Once the cleanup is done, then we have to start replanting key species that have been damaged or wiped out in the Gulf, such as oysters, which is a huge market down there, turtles, which are iconic creatures, pelicans, mangroves, corals. And all those things are initiatives that we’re looking into in the Gulf once the cleanup efforts are completed.

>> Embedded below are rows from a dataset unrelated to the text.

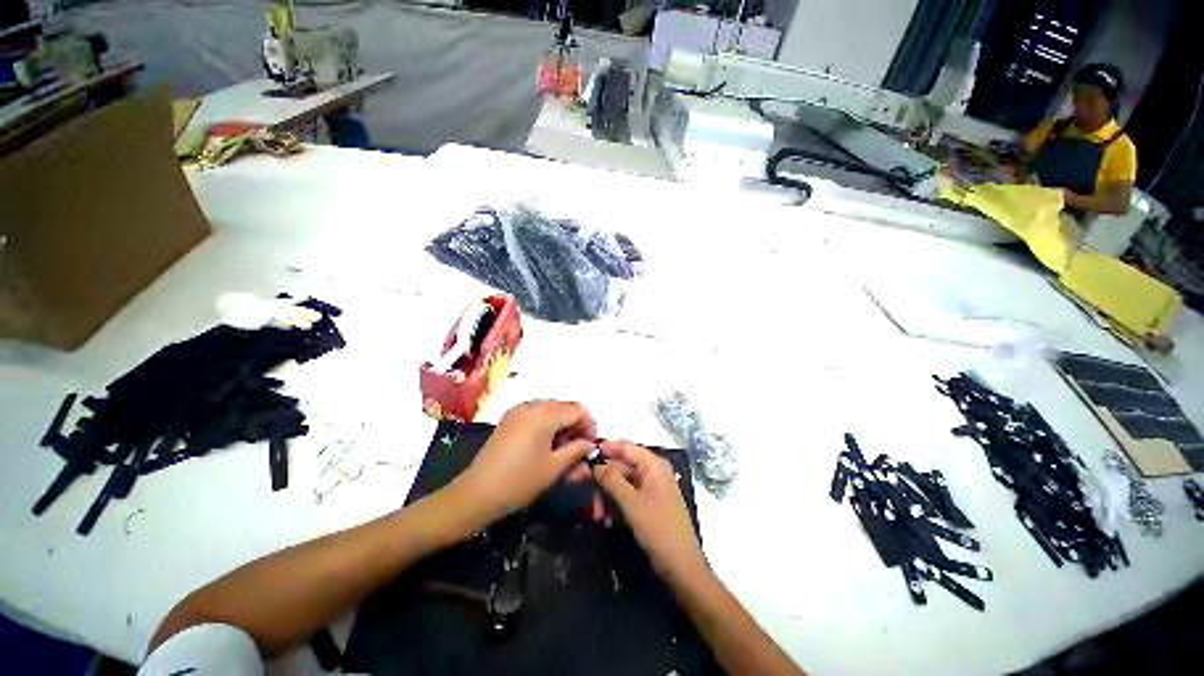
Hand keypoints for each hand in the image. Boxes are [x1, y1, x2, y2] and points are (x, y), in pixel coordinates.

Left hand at [452, 401, 596, 525]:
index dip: (589, 425)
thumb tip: (590, 443)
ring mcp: (518, 411)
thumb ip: (576, 450)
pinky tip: (547, 446)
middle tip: (580, 450)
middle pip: (564, 407)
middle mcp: (531, 405)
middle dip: (576, 426)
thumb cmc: (519, 481)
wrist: (476, 494)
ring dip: (562, 427)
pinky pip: (536, 415)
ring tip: (564, 451)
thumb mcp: (553, 467)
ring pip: (551, 411)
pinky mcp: (509, 420)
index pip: (577, 409)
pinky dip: (547, 426)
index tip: (591, 445)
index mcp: (544, 414)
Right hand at [590, 440, 707, 582]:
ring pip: (621, 484)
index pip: (625, 447)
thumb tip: (595, 463)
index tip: (583, 454)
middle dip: (603, 481)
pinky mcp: (648, 504)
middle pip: (621, 467)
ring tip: (597, 516)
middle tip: (585, 493)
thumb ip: (612, 479)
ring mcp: (651, 488)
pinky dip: (616, 506)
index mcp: (653, 465)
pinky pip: (627, 497)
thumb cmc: (658, 528)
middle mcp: (652, 472)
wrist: (681, 566)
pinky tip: (607, 521)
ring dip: (607, 497)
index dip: (605, 448)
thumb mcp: (631, 503)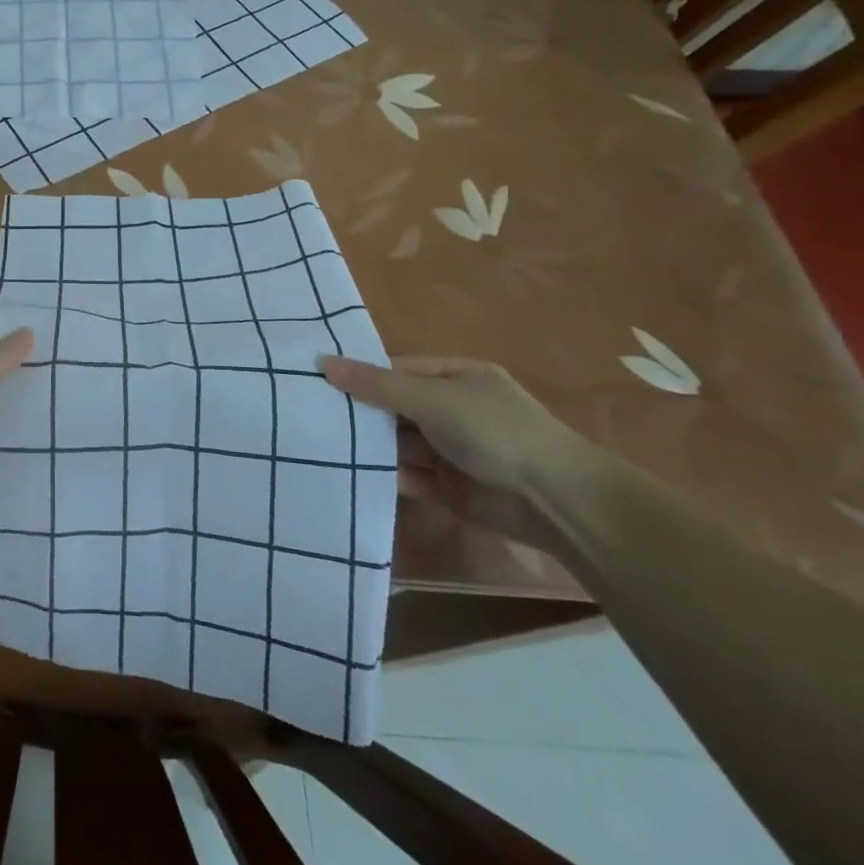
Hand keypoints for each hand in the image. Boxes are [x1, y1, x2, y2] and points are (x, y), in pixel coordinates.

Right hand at [321, 355, 592, 551]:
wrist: (554, 501)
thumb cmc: (494, 431)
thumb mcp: (432, 399)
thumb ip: (376, 385)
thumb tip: (323, 362)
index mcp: (456, 377)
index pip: (397, 369)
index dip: (361, 373)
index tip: (317, 379)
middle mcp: (452, 409)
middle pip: (394, 406)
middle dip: (360, 411)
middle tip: (309, 412)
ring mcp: (451, 448)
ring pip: (398, 441)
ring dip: (369, 444)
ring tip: (321, 442)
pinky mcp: (447, 486)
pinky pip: (408, 474)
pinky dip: (385, 474)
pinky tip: (350, 472)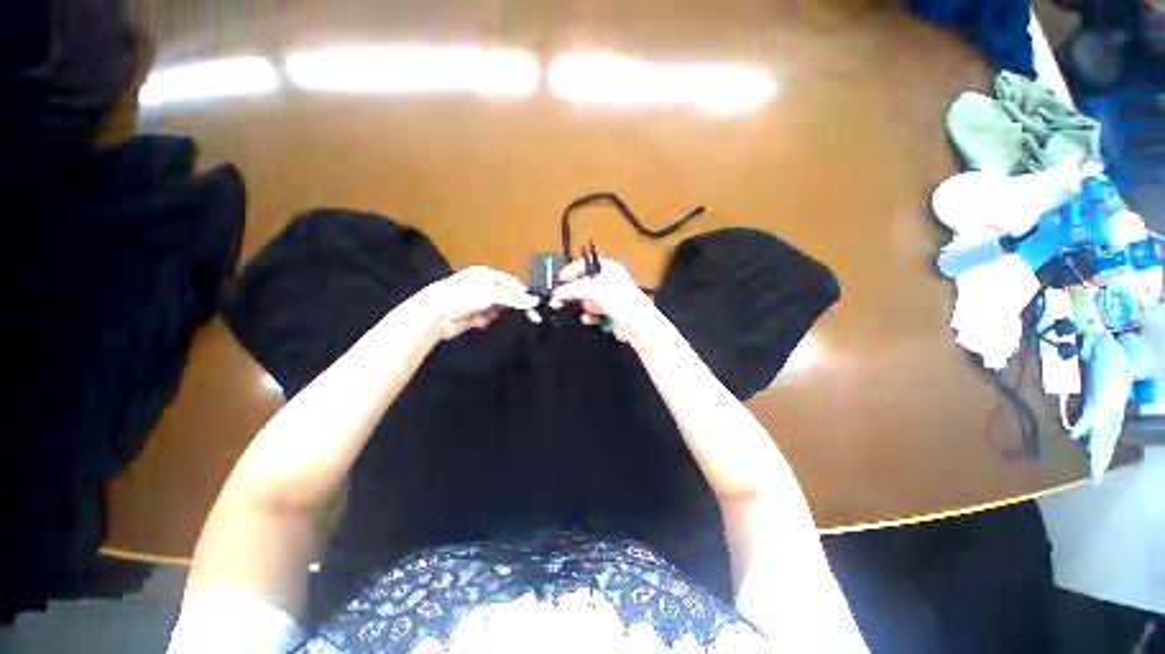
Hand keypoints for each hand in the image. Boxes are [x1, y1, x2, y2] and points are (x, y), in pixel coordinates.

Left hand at [418, 266, 537, 340]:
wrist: (436, 314)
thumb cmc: (463, 296)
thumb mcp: (493, 294)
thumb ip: (515, 299)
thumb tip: (535, 301)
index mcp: (485, 274)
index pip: (510, 281)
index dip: (521, 292)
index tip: (532, 305)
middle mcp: (481, 286)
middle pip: (504, 296)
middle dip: (510, 305)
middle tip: (522, 314)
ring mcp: (475, 301)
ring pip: (496, 309)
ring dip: (498, 314)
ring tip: (494, 316)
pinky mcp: (471, 316)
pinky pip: (486, 319)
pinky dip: (486, 321)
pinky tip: (481, 322)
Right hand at [550, 257, 655, 342]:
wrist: (635, 323)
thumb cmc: (619, 299)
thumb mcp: (591, 288)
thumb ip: (571, 289)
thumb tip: (557, 293)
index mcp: (609, 267)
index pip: (585, 264)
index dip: (571, 270)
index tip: (560, 280)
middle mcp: (610, 281)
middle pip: (585, 283)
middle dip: (572, 292)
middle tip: (558, 299)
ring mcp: (611, 297)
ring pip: (588, 300)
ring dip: (580, 306)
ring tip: (570, 310)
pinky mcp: (611, 313)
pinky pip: (594, 313)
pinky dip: (589, 317)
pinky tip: (588, 320)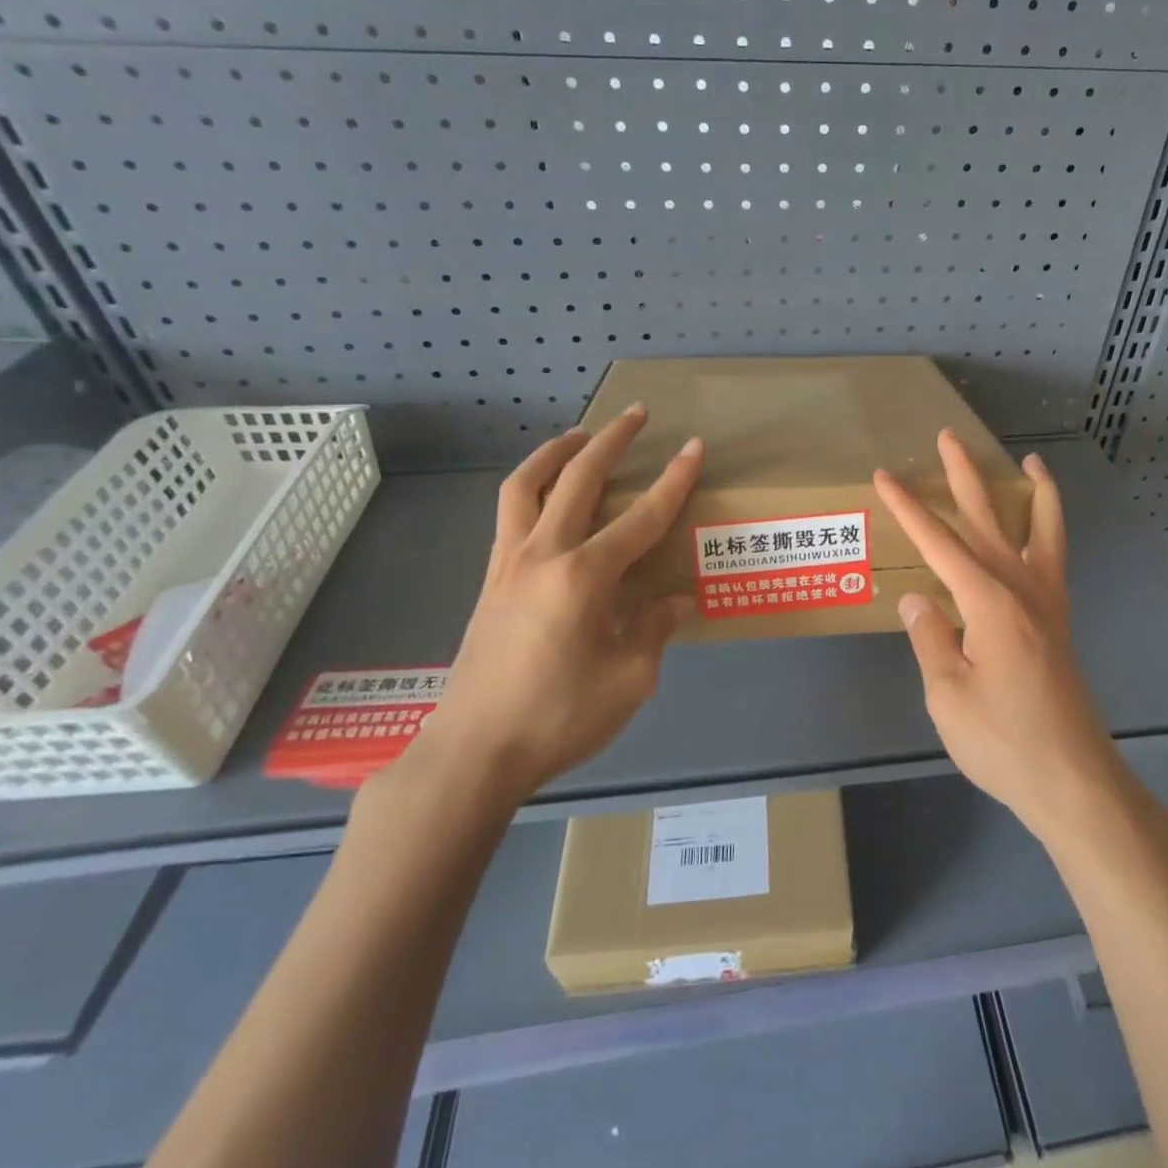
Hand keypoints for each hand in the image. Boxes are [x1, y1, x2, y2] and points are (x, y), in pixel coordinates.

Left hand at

There has been in the works since the beginning, before the oil spill, a program of mangrove restoration in Florida as part of the Plant a Fish initiative. Now I’m rolling up my sleeves and looking into what we can do on the Gulf side of the coast. Because we have very limited resources, I may have to reallocate resources to the Gulf, which is obviously much more urgent, and start doing some coral restoration. These initiatives, in terms of, say, corals, take months and months of preparation before we can start planting. Corals grow very slowly, and they’re very sensitive.
We heard the ocean’s call and we’re refocusing our efforts toward that area for when the cleanup is done. And of course, I invite citizens of this planet to join those efforts, whether it’s financially or physically.
A BP official recently said the company intends to restore the Gulf to the way it was before the spill. Is that even possible?
I commend his words. I’m very cautious about that for a couple of reasons. They have yet to show that they can clean it up by themselves. It’s impossible for one for-profit company to clean up this kind of mess. So we all have to participate in this, whether we’re nonprofits, government agencies, or individuals and concerned citizens. We all have to pitch in.
As much as I want to support the efforts that are being made by BP, they are too little and too far between, and we need the efforts to be redoubled tenfold. We can really make a big difference if we start figuring out how best to use the limited resources out there; $20 billion is nothing. It’s going to cost a lot more than that to fix what is broken. But we can do it. I’m not saying we can clean it up 100 percent. But we can clean it up as much as possible.